• Problem: Scan each line of the records for the word "Miguel" and extract the ones that have it.

[Items listed in a dataset]
* * *
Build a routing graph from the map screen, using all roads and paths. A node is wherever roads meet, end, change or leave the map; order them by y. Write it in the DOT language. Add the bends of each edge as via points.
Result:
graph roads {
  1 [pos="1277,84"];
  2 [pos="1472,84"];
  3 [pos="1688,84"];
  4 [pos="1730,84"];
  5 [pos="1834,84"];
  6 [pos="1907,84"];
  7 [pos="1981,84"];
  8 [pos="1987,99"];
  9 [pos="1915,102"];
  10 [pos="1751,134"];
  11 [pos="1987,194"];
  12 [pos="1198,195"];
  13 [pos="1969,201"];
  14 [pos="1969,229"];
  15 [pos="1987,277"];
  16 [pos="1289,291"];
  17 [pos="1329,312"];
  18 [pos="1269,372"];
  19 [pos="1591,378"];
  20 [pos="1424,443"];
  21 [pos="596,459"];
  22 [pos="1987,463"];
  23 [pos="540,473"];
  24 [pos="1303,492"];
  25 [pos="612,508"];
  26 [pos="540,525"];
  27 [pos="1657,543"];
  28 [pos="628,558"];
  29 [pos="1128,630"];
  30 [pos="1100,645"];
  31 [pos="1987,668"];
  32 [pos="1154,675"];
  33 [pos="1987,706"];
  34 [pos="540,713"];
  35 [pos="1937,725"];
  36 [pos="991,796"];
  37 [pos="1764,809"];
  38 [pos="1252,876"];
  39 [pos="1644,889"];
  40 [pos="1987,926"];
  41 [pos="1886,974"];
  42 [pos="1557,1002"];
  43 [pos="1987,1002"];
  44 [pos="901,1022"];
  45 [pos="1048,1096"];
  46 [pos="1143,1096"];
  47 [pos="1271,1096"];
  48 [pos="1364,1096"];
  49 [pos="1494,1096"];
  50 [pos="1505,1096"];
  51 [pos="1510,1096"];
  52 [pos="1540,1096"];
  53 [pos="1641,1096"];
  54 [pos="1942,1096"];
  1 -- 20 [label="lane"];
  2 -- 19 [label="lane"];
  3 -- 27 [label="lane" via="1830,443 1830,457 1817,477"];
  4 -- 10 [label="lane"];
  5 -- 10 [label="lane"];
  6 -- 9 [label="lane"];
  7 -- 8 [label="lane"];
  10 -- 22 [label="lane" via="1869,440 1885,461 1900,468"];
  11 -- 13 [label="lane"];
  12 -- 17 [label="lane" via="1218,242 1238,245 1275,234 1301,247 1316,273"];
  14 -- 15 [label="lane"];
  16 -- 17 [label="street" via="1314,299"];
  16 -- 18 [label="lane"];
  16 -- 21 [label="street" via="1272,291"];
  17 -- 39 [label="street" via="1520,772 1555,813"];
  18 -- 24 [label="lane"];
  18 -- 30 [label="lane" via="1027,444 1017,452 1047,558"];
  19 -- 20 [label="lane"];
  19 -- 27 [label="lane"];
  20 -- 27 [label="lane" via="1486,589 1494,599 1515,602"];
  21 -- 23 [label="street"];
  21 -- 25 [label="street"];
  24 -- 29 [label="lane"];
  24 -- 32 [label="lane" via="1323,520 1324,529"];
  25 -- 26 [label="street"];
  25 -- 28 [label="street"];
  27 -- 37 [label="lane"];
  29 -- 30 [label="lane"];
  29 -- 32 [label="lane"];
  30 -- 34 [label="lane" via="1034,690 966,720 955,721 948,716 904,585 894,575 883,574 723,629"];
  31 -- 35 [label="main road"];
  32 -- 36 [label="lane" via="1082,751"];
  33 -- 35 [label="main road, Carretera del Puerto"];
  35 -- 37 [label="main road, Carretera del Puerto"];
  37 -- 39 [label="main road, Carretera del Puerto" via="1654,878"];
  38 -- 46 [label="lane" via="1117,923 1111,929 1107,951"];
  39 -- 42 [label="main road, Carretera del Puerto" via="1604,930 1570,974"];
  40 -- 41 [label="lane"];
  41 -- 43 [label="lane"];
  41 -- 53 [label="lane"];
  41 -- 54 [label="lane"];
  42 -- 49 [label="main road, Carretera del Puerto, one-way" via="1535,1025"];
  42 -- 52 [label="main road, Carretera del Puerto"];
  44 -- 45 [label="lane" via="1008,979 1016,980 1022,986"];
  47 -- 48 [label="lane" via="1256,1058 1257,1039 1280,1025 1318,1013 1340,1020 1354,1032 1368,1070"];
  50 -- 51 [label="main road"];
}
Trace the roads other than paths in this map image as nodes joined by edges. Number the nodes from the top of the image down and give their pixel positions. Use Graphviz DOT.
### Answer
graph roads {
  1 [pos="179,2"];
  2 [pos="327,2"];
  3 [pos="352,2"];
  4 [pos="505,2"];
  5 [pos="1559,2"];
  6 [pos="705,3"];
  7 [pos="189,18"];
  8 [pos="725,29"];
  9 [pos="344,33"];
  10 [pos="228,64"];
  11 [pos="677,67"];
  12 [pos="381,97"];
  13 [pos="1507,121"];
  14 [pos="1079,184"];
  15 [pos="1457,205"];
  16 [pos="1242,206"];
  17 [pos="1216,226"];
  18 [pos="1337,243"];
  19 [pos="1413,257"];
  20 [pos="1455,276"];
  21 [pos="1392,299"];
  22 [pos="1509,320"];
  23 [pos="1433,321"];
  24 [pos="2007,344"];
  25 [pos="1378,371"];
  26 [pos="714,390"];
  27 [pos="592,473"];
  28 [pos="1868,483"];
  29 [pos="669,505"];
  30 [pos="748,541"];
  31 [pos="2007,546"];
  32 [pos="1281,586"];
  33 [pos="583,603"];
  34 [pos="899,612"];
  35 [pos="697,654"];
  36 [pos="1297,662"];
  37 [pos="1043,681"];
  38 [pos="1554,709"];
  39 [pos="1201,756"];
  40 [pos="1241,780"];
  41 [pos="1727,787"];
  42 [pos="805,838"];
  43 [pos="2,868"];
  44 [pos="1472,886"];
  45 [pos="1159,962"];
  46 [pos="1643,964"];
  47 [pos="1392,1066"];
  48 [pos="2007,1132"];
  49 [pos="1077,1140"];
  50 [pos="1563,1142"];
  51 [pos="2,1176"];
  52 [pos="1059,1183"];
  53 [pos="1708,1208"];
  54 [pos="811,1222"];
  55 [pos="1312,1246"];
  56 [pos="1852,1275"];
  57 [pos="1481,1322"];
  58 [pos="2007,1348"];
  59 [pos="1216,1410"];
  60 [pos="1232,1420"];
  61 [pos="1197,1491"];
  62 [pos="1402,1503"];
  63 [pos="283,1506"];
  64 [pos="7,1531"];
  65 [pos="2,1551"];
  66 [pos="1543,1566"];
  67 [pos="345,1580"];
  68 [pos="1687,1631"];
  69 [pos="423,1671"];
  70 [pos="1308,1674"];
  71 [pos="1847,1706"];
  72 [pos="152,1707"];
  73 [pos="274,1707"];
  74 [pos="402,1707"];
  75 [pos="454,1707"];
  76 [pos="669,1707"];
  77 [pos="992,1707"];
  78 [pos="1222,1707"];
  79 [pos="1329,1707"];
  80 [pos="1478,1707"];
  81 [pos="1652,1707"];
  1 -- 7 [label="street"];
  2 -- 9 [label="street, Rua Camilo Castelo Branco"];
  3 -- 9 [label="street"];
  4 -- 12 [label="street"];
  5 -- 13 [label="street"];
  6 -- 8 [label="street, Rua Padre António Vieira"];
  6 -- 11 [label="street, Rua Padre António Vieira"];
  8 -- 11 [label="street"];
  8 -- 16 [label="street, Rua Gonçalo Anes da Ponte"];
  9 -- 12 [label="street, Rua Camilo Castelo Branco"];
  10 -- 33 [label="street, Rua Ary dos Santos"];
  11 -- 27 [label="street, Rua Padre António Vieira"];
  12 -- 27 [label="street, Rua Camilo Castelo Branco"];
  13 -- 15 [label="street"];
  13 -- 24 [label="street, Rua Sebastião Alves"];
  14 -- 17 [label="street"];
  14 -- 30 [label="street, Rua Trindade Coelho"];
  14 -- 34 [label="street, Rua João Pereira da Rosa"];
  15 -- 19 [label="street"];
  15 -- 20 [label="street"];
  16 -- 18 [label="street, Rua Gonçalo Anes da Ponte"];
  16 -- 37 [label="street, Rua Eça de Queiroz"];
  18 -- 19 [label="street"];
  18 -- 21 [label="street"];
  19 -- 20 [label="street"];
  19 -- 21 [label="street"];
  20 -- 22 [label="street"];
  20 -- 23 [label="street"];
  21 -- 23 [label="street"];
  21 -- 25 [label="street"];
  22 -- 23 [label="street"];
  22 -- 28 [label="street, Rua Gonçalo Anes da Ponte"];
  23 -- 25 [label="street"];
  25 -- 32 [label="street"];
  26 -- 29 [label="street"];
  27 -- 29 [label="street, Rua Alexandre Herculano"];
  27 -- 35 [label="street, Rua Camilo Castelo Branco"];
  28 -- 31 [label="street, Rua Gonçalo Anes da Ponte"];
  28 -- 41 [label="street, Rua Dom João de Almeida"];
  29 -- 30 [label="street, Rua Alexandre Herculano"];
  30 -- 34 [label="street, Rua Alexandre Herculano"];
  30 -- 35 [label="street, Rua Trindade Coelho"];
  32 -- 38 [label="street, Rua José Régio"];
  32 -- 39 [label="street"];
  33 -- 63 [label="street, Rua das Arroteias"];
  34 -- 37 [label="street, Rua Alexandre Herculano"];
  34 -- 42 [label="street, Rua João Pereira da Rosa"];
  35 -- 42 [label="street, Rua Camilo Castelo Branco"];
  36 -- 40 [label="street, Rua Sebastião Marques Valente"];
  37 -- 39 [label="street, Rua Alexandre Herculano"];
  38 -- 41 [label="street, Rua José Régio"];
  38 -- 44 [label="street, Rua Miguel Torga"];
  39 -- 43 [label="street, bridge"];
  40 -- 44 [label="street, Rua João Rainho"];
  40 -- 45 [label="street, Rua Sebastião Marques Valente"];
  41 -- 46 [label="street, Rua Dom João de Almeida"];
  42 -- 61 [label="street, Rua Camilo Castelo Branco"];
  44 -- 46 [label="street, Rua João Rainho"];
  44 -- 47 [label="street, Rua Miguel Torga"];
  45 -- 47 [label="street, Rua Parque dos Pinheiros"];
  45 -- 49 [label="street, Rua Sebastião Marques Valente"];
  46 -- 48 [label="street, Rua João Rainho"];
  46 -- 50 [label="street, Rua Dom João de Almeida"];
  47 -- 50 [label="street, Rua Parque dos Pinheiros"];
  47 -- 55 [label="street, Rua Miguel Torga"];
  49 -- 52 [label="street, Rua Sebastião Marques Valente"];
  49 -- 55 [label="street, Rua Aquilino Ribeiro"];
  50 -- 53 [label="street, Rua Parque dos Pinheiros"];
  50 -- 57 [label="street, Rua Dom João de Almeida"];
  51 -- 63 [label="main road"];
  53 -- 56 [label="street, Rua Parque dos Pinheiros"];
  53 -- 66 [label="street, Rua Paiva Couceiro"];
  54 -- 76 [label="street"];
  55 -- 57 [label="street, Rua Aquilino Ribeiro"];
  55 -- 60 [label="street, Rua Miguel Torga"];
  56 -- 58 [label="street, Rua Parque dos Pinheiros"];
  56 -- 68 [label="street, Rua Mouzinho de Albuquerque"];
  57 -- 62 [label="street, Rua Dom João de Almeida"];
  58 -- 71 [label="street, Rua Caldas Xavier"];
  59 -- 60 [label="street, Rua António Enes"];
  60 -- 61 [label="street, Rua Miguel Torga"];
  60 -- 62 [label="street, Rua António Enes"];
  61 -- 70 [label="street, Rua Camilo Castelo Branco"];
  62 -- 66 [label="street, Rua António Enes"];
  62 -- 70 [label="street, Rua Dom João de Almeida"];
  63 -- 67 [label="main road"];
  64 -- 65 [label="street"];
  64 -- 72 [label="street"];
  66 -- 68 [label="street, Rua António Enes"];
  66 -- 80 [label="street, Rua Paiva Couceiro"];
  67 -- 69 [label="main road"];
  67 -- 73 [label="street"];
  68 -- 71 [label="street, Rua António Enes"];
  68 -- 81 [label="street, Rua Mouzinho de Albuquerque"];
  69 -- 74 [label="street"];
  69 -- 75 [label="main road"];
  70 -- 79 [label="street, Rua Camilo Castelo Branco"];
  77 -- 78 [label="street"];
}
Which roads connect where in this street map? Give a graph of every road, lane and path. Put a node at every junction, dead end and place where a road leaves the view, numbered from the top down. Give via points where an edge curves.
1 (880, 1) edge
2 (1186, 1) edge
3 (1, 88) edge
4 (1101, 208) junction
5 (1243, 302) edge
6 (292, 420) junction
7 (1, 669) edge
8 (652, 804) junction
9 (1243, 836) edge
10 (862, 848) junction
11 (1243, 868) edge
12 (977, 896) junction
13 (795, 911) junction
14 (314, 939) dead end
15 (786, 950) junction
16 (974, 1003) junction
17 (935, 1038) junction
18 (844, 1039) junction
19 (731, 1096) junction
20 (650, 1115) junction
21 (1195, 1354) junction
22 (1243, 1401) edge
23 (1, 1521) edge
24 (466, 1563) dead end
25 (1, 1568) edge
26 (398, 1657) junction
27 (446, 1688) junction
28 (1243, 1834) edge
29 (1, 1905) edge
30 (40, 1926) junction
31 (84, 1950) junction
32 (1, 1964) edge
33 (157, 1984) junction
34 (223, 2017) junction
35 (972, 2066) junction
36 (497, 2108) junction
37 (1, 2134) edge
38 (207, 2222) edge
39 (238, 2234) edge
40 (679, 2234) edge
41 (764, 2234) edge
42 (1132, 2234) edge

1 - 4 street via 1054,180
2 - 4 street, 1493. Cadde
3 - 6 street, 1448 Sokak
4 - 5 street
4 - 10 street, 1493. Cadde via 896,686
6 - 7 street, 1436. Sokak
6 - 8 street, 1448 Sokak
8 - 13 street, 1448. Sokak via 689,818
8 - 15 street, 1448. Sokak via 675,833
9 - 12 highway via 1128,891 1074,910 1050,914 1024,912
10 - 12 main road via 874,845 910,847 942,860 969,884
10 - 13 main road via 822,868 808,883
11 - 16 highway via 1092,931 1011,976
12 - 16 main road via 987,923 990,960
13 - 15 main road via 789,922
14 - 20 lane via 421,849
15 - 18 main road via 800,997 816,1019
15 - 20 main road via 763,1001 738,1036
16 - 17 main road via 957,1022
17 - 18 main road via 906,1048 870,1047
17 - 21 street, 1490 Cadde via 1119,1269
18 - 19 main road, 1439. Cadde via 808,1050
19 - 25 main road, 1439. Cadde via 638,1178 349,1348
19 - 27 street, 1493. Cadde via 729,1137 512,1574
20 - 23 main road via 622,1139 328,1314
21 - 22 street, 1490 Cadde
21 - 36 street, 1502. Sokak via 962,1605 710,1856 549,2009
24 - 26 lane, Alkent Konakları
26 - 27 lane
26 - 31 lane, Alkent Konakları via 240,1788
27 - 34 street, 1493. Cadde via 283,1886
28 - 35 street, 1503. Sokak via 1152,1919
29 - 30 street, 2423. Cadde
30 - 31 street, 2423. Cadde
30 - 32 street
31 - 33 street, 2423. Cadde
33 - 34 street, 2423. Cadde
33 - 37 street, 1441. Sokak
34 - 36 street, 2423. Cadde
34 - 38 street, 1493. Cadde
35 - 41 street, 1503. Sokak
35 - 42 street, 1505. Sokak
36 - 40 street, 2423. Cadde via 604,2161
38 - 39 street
* * *
• Task result:
  38 -- 44 [label="street, Rua Miguel Torga"];
  44 -- 47 [label="street, Rua Miguel Torga"];
  47 -- 55 [label="street, Rua Miguel Torga"];
  55 -- 60 [label="street, Rua Miguel Torga"];
  60 -- 61 [label="street, Rua Miguel Torga"];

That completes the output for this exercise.